═════ EXTRACTED DATA ═════

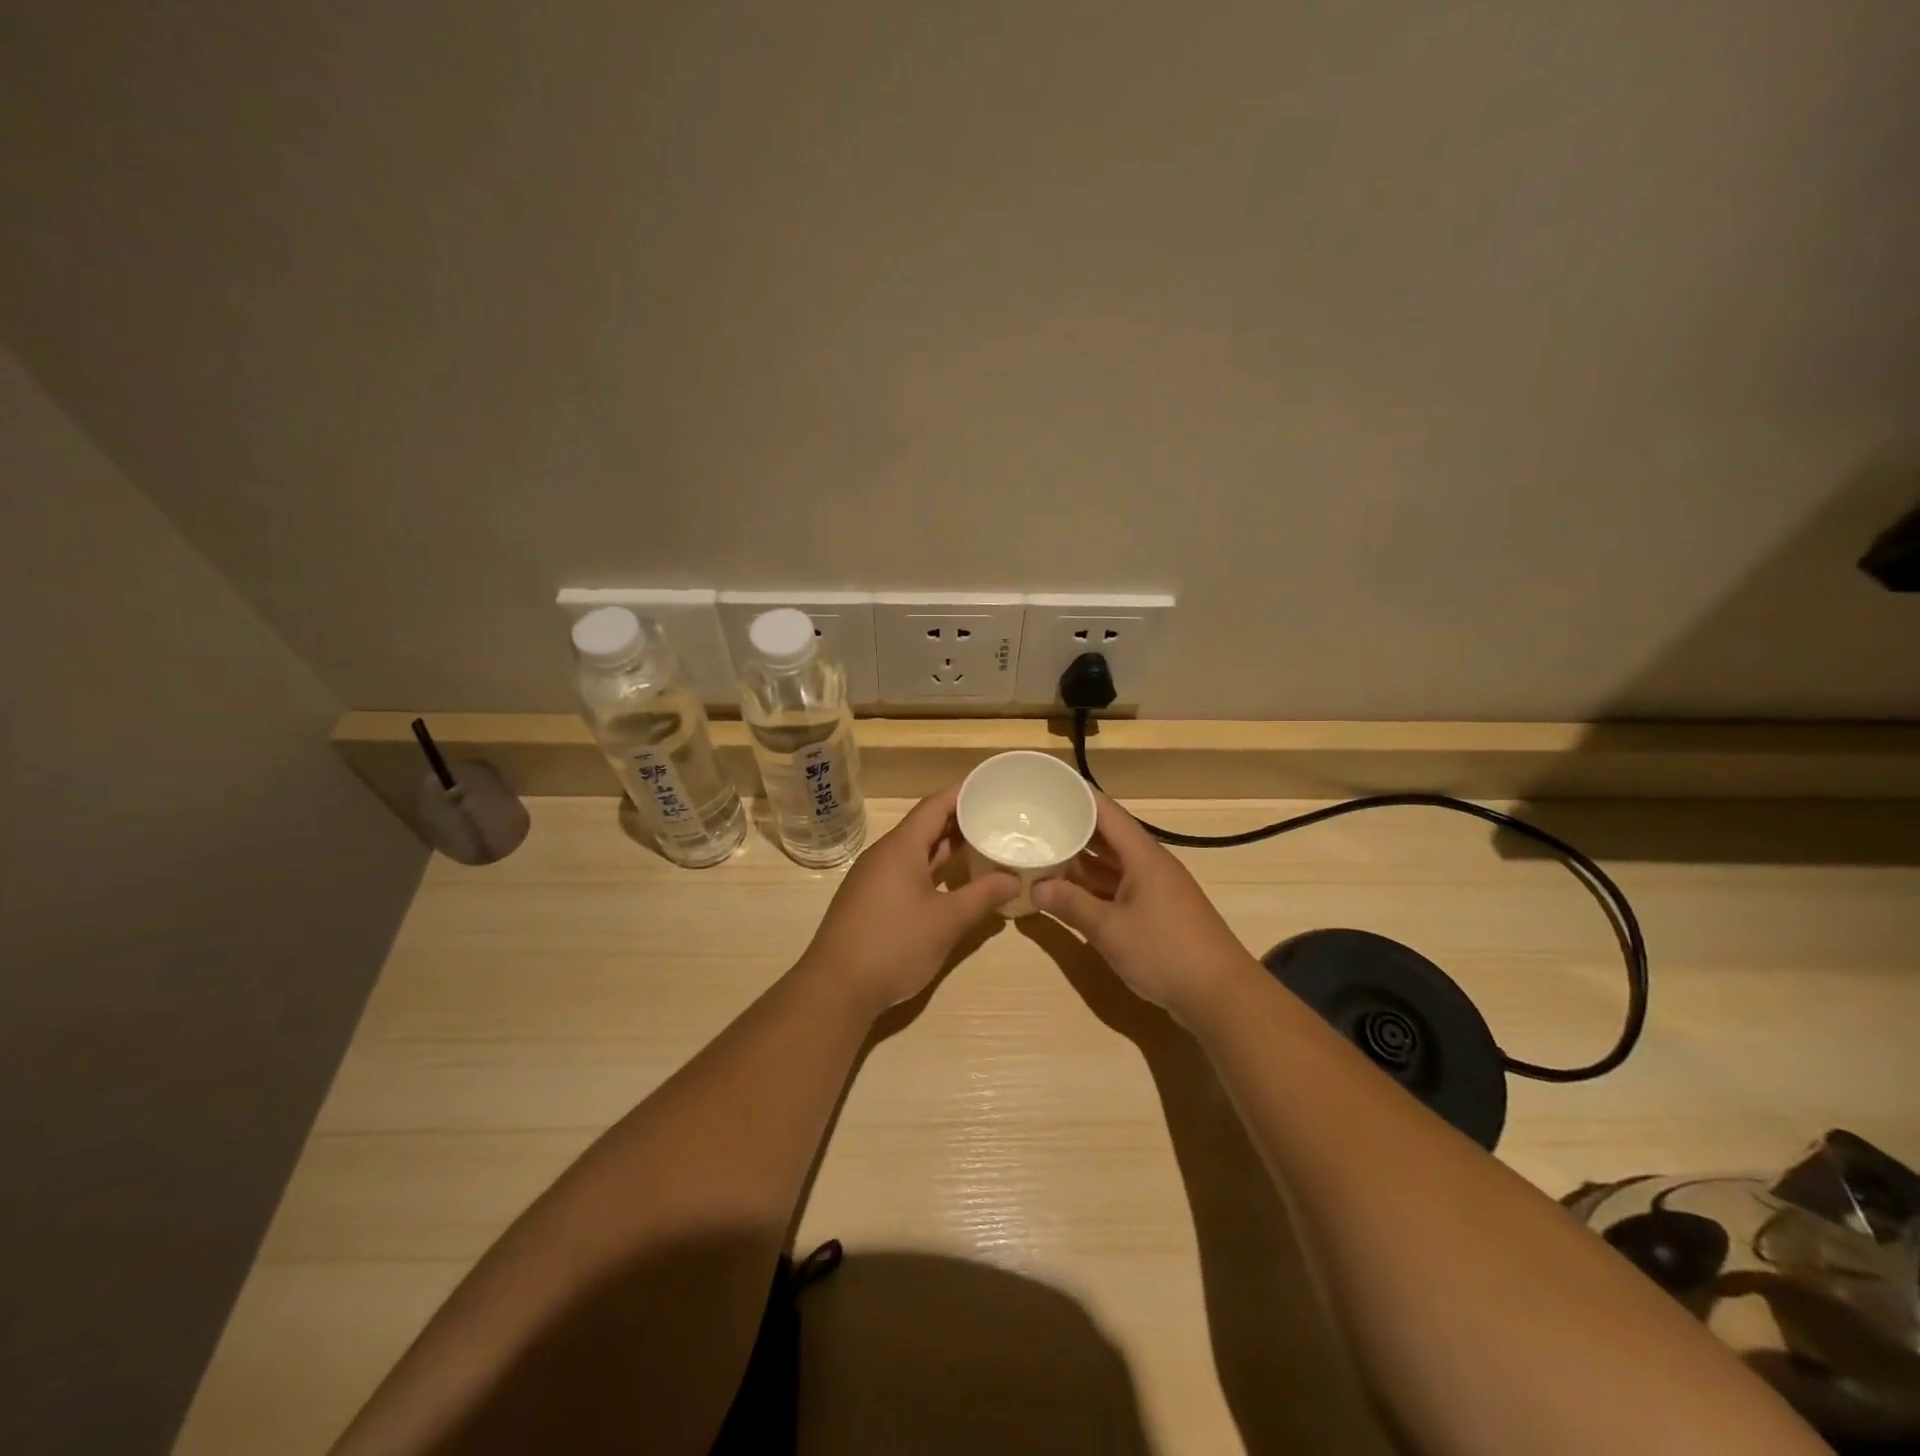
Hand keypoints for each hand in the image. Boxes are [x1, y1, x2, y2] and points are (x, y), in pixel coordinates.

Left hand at [796, 786, 1019, 1016]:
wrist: (836, 988)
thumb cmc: (894, 945)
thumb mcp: (947, 921)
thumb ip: (982, 895)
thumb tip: (1014, 878)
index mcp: (901, 847)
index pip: (935, 805)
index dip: (963, 794)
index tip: (992, 788)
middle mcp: (885, 854)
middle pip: (925, 826)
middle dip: (960, 821)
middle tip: (997, 818)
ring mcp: (874, 878)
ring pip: (916, 851)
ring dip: (947, 848)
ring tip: (983, 846)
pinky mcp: (871, 901)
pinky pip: (907, 871)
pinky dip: (933, 869)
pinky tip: (954, 883)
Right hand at [1032, 793, 1258, 1021]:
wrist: (1220, 995)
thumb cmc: (1164, 952)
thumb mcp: (1109, 929)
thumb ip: (1071, 905)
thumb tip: (1036, 886)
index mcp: (1143, 856)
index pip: (1107, 813)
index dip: (1079, 796)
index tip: (1050, 784)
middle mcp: (1150, 865)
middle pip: (1109, 836)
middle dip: (1074, 827)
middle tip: (1036, 819)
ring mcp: (1156, 889)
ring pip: (1113, 864)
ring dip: (1082, 859)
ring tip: (1044, 850)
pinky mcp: (1158, 912)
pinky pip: (1120, 886)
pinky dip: (1095, 885)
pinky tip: (1070, 890)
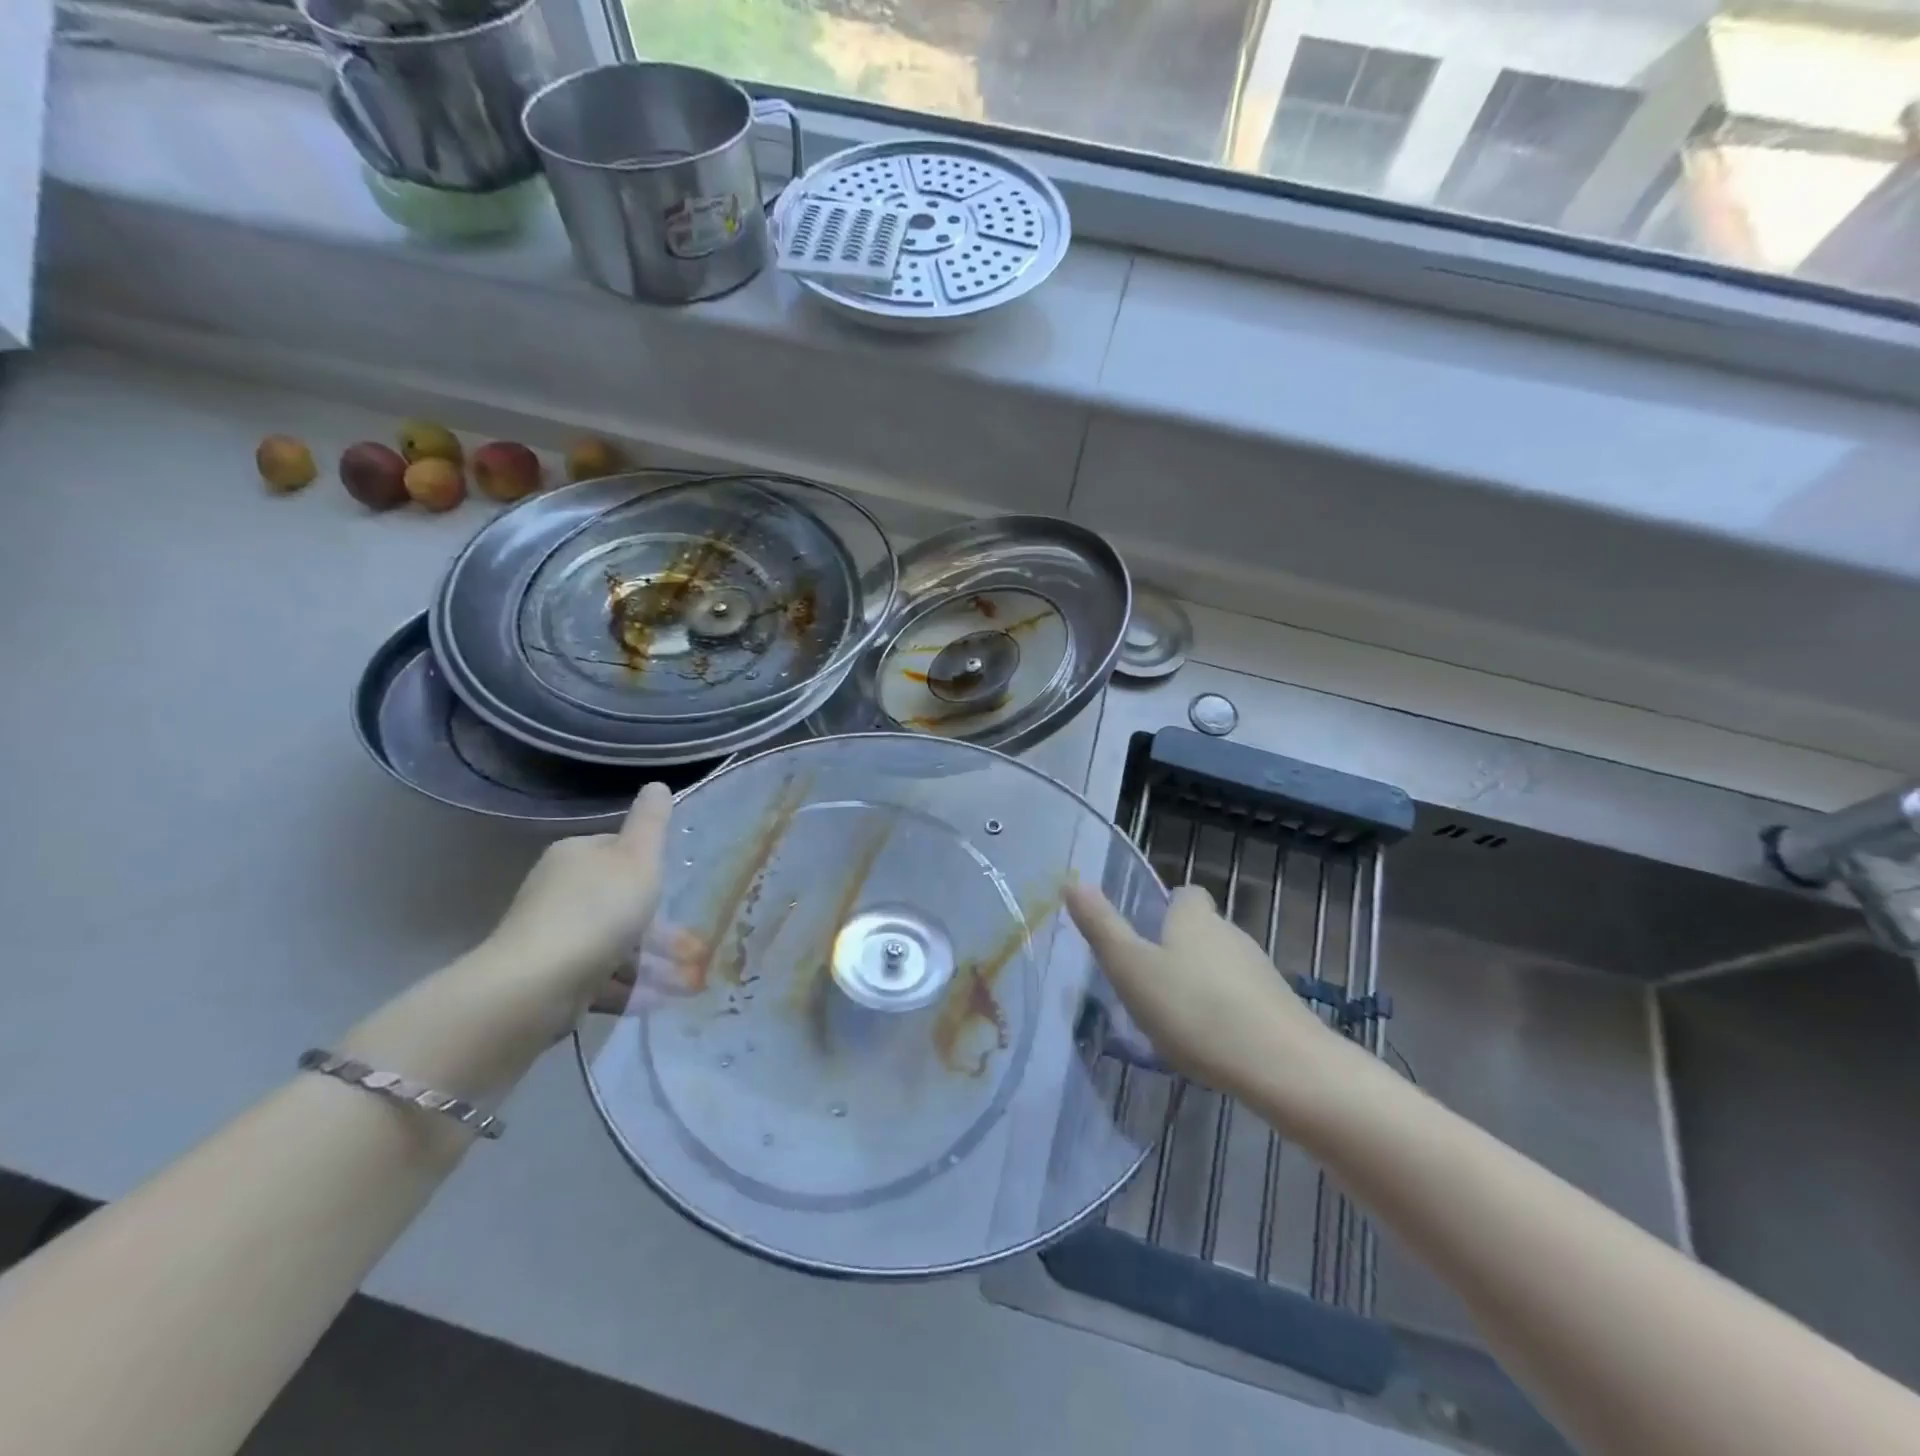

═════

WORK INSTRUCTIONS
Set every line of the records down again exactly, and exclude all pictures.

WORKED SOLUTION
Hand keypoints for each hand in the image. Boxes are [x1, y1, x2, y2] and points are (x, y), in pixel coordinates.

Left hand at [796, 786, 1019, 1016]:
wrist: (836, 988)
thumb cmc: (894, 945)
thumb mcp: (947, 921)
thumb ip: (982, 895)
thumb tip: (1014, 878)
index mcp: (901, 847)
index pip: (935, 805)
index dip: (963, 794)
index tip: (992, 788)
middle mcp: (885, 854)
middle pip: (925, 826)
middle dip: (960, 821)
middle tip: (997, 818)
ring mcp: (874, 878)
ring pip: (916, 851)
ring dip: (947, 848)
ring tip: (983, 846)
pinky mcp: (871, 901)
pinky pip: (907, 871)
pinky dip: (933, 869)
pinky tip: (954, 883)
Right hand at [1032, 793, 1258, 1021]:
wrist: (1220, 995)
thumb cmc: (1164, 952)
thumb mcp: (1109, 929)
thumb ip: (1071, 905)
thumb tip: (1036, 886)
index mcp: (1143, 856)
index pip: (1107, 813)
index dip: (1079, 796)
index tip: (1050, 784)
middle mcp: (1150, 865)
middle pip: (1109, 836)
middle dip: (1074, 827)
middle tip: (1036, 819)
ring mcp: (1156, 889)
ring pip: (1113, 864)
ring dip: (1082, 859)
ring tip: (1044, 850)
pinky mcp: (1158, 912)
pinky pip: (1120, 886)
pinky dip: (1095, 885)
pinky tip: (1070, 890)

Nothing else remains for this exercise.